Неукоснительная обратимость отношений — такова суть сим­волической обязанности. Да будет каждый элемент [terme] истреб­лен [ex-terminé], да упразднится ценность в этом самоперевороте эле­мента — таково единственно возможное символическое насилие, спо­собное сравниться и совладать со структурным насилием кода.

Рыночному закону стоимости и эквивалентностей соответство­вала диалектика революции. Недетерминированности кода и струк­турному закону ценности соответствует одна лишь неукоснительная обратимость смерти2.

Собственно, больше опереться и не на что. Нам остается одно лишь теоретическое насилие. Смертельная спекуляция, единственным методом которой является радикализация всех гипотез. Даже «код» и «символическое» — все еще термины-симуляторы; хорошо бы су­меть постепенно вывести их за пределы речи.

1 Смерть всегда есть одновременно и то, что ждет нас в конце [au terme] системы, и символический конец [extermination], подстерегающий самое систему. Чтобы обозначить финальность смерти, внутренне принадлежащую системе, по­всюду вписанную в ее операциональную логику, и радикальную контр-финальность, вписанную вне системы как таковой, но всюду преследующую се, у нас нет двух разных терминов — в обоих случаях с необходимостью выступает одно и то же слово «смерть». Подобную амбивалентность можно различить уже во фрейдовской идее влечения к смерти.
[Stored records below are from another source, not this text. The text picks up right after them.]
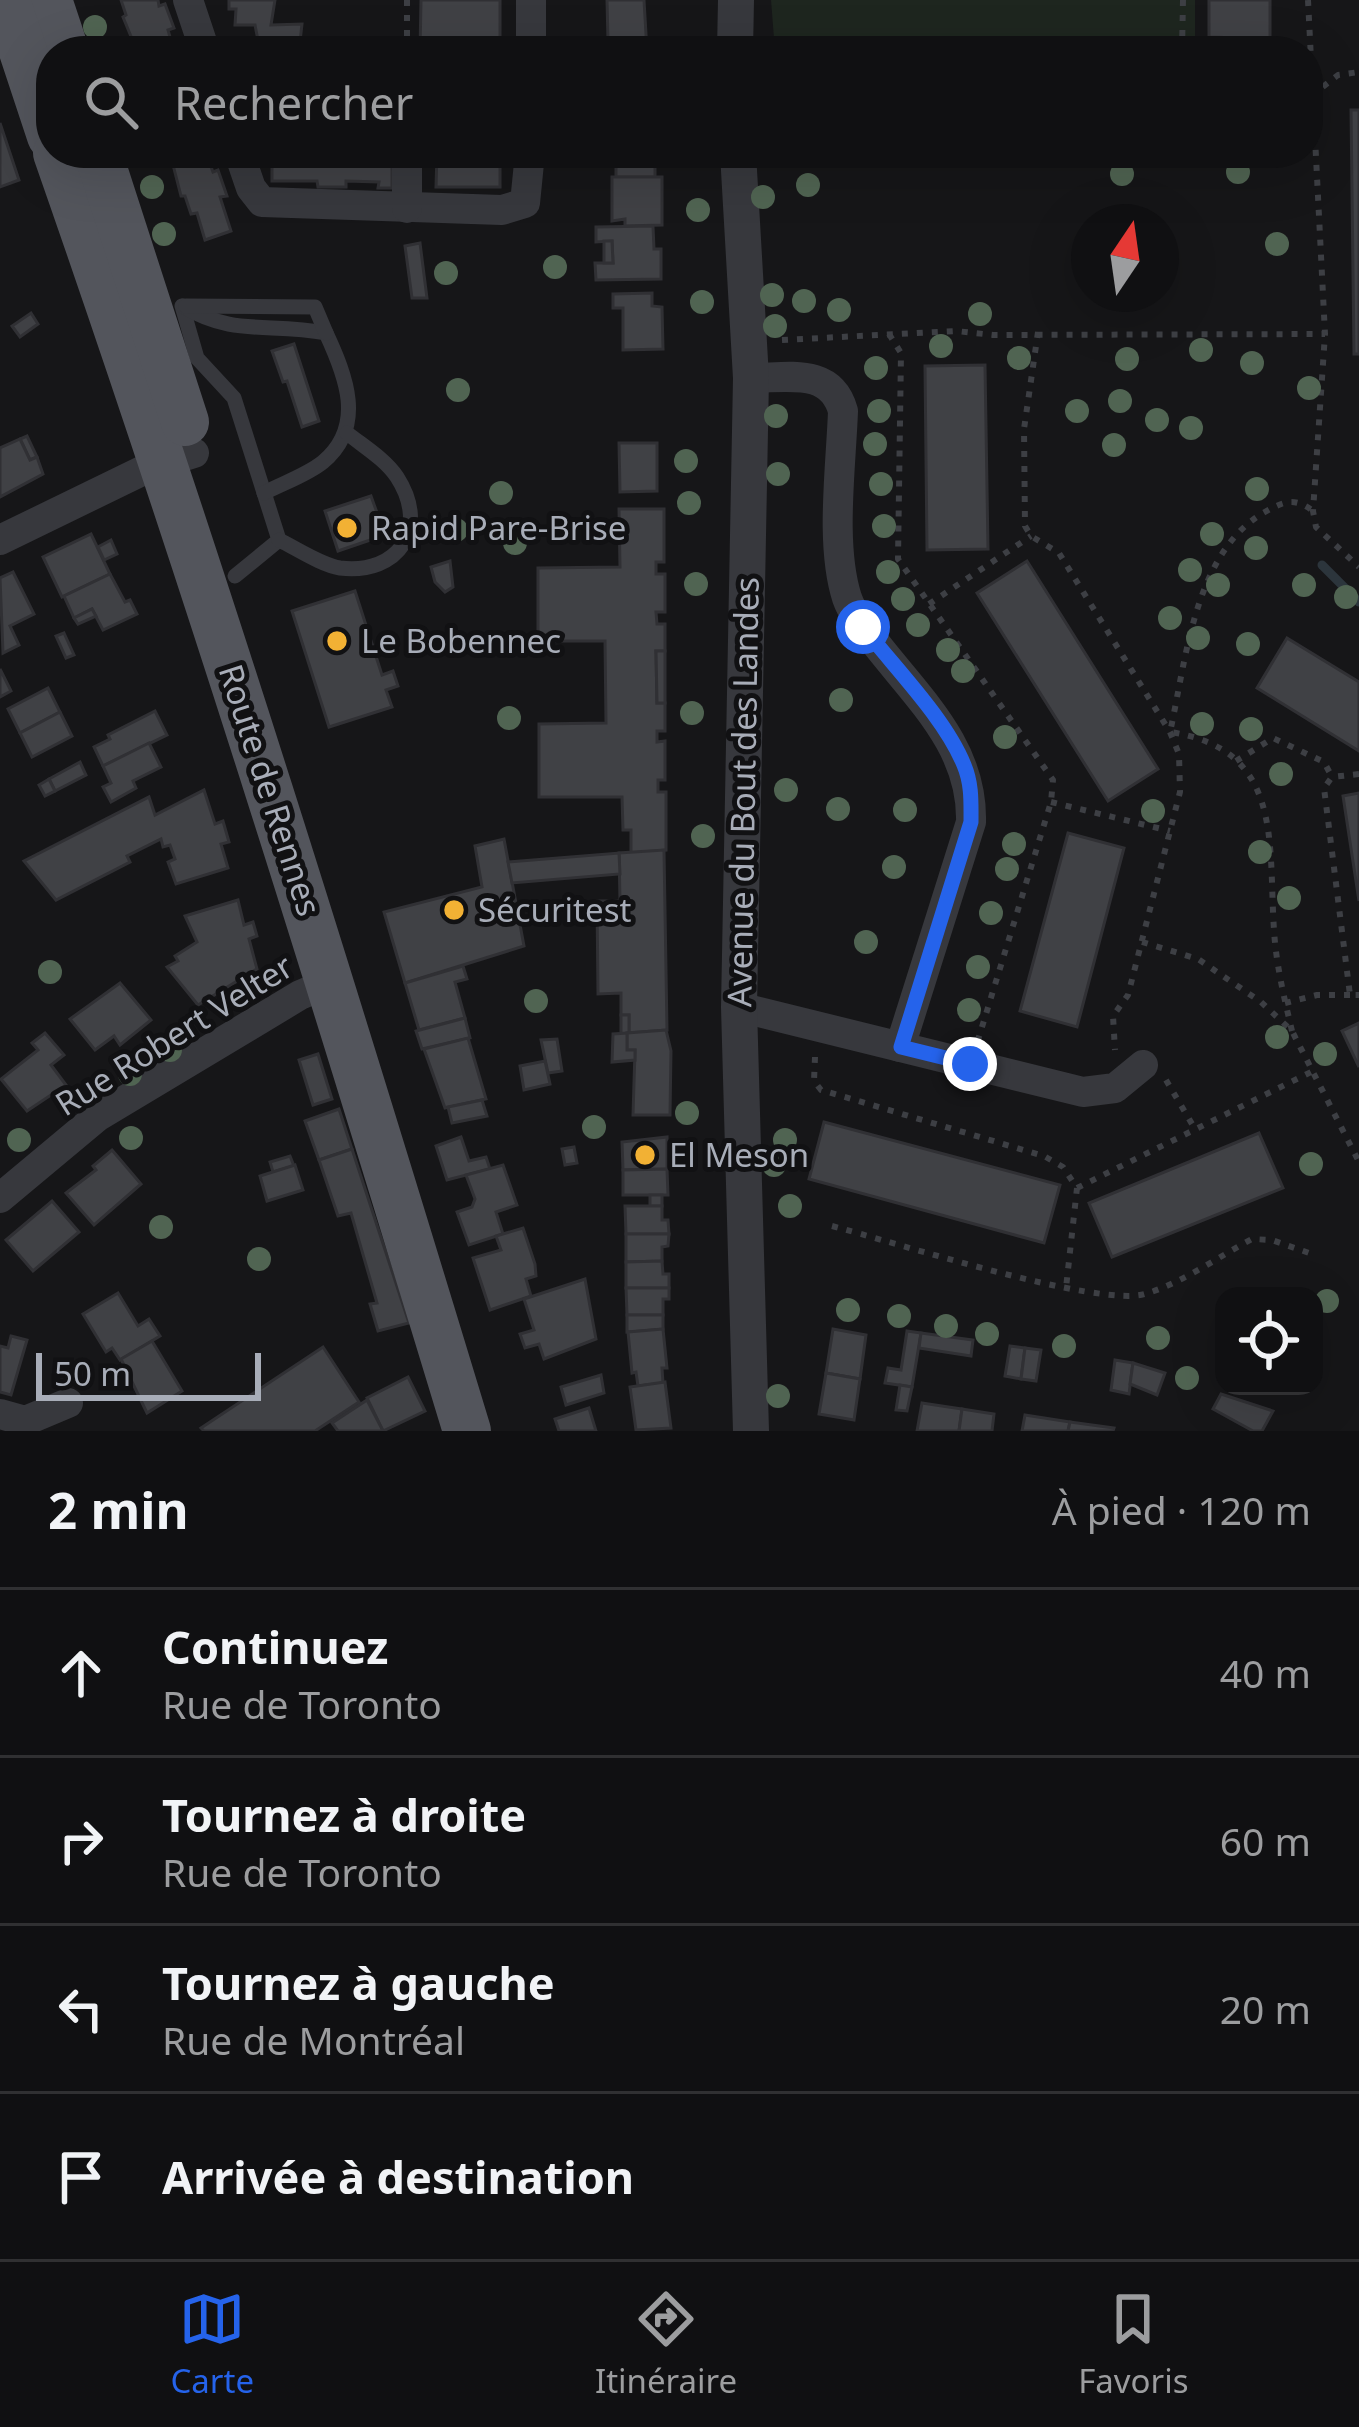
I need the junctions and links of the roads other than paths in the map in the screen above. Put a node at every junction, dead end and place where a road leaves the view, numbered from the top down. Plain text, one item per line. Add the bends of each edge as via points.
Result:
1 (188, 0) edge
2 (531, 0) edge
3 (736, 0) edge
4 (31, 2) edge
5 (36, 36) edge
6 (55, 36) edge
7 (200, 36) edge
8 (531, 36) edge
9 (735, 36) edge
10 (63, 168) edge
11 (105, 168) edge
12 (244, 168) edge
13 (407, 168) edge
14 (528, 168) edge
15 (739, 168) edge
16 (407, 208) junction
17 (164, 303) junction
18 (751, 378) junction
19 (347, 433) junction
20 (180, 458) junction
21 (264, 493) junction
22 (0, 540) edge
23 (279, 540) junction
24 (235, 576) junction
25 (331, 982) junction
26 (739, 1007) junction
27 (901, 1047) junction
28 (1135, 1072) road end
29 (0, 1198) edge
30 (68, 1403) dead end
31 (0, 1414) edge
32 (467, 1431) edge
33 (501, 1431) edge
34 (751, 1431) edge

1 - 7 street
2 - 8 street
3 - 9 street
4 - 5 main road
4 - 6 main road
10 - 20 main road, Route de Rennes
11 - 17 main road, Route de Rennes
12 - 16 street via 262,202
13 - 16 street
14 - 16 street via 525,203 502,210
15 - 18 street, Avenue du Bout des Landes
17 - 19 lane via 211,323 326,333 344,370
17 - 20 main road, Route de Rennes
17 - 21 lane via 197,358 234,398
18 - 26 street, Avenue du Bout des Landes
18 - 27 street via 816,379 839,396 847,599 944,730 972,793 971,822
19 - 21 lane via 322,462
19 - 23 lane via 396,475 407,499 409,538 399,554 338,568
20 - 22 street
20 - 24 main road, Route de Rennes
20 - 25 main road, Route de Rennes
21 - 23 lane
23 - 24 lane
24 - 33 main road, Route de Rennes
25 - 29 street, Rue Robert Velter via 97,1117
25 - 32 main road, Route de Rennes
26 - 27 street
26 - 34 street, Avenue du Bout des Landes
27 - 28 street via 1083,1092 1101,1092
30 - 31 street via 25,1421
Это не какая-то неоднозначность. Этим просто выражается то, как близки друг к другу осуществленное совершенство системы и ее мгновенный распад.
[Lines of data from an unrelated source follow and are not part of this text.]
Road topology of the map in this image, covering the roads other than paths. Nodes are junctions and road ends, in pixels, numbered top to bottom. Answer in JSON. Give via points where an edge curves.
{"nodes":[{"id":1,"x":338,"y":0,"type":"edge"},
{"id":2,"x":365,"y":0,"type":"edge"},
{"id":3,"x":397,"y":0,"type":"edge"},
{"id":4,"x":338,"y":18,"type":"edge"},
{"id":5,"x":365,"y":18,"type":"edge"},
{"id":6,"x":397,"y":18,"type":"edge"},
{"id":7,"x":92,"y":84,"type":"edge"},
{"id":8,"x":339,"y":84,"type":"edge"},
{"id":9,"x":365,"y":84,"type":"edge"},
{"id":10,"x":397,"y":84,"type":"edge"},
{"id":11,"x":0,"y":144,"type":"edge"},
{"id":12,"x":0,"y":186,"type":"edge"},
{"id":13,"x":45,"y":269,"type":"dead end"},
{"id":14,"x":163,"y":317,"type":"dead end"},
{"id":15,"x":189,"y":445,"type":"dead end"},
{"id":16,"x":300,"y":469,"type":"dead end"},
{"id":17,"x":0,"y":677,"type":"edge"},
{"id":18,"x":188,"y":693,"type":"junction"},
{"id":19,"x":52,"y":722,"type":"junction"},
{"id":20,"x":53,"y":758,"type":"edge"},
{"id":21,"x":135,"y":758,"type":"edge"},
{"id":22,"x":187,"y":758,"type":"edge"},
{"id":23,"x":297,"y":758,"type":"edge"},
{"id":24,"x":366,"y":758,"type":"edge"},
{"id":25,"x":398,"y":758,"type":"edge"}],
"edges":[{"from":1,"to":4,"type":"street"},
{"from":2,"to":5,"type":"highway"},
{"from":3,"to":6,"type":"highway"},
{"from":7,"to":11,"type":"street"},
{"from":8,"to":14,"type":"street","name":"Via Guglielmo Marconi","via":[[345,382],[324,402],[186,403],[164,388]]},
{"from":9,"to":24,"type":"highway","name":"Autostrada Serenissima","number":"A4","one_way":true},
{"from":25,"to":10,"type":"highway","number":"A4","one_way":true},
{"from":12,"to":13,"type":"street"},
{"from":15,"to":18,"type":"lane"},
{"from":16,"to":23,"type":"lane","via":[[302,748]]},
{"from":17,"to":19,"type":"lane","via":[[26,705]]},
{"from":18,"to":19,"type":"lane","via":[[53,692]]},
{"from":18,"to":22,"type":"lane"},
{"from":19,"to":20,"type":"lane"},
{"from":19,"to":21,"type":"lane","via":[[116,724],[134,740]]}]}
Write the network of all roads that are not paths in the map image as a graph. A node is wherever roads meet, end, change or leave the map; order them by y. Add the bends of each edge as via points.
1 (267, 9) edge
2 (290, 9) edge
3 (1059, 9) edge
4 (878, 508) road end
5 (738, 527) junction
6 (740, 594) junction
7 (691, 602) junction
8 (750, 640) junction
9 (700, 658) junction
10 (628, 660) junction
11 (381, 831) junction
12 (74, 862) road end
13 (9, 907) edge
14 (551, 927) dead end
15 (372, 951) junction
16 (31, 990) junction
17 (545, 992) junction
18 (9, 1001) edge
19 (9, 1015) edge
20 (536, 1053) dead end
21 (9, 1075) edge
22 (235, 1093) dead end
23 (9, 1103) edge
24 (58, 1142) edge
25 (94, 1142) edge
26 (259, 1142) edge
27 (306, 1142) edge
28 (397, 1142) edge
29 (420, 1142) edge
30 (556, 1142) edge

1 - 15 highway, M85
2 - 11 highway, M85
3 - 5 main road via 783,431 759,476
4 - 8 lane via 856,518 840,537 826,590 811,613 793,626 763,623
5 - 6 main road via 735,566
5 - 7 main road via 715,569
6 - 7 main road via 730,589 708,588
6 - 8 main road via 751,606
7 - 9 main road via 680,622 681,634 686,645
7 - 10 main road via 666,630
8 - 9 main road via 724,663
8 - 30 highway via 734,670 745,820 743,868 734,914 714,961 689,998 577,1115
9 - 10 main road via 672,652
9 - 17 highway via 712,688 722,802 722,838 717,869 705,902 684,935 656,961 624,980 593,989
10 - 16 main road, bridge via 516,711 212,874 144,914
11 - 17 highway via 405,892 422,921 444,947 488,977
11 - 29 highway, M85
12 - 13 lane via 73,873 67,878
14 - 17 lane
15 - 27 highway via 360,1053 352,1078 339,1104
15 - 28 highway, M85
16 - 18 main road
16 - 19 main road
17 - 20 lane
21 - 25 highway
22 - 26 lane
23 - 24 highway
2 Смерть ни в косм случае не должна пониматься как реальное событие, происходящее с некоторым субъектом и телом, но как некоторая форма — в из­вестных случаях форма социальных отношений, — в которой утрачивается де­терминированность субъекта и ценности. Как раз требование обратимости и кла­дет конец различению детерминированности и недетерминированности. Оно кла­дет конец связыванию энергий в регулярных опозициях и в этом отношении смыкается с теориями потоков и интенсивностей — либидинальных или шизо­френических. Но сегодня система сама оформляется как развязывание энергий, как стратегия ценностного дрейфа. Система может подключаться или отклю­чаться, рано или поздно все энергии вливаются в нее — ведь это она и вырабо­тала сами понятия энергии и интенсивности. Капитал — это энергетическая и интенсивная система. Отсюда невозможность (Лиотар) отличить либидинальную экономику от экономики самой системы (экономики ценности); отсюда невоз­можность (Делёз) отличить капиталистическую расщепленность от революцион­ной. Ведь система — всему хозяйка: подобно Господу Богу, она вольна связы­вать и развязывать энергии; невозможным, а вместе с тем и неизбежным для нее является лишь одно — обратимость. Процесс становления ценности необратим. Оттого для системы смертельна одна лишь обратимость, а не развязывание или дрейф. Это и есть смысл символического «обмена».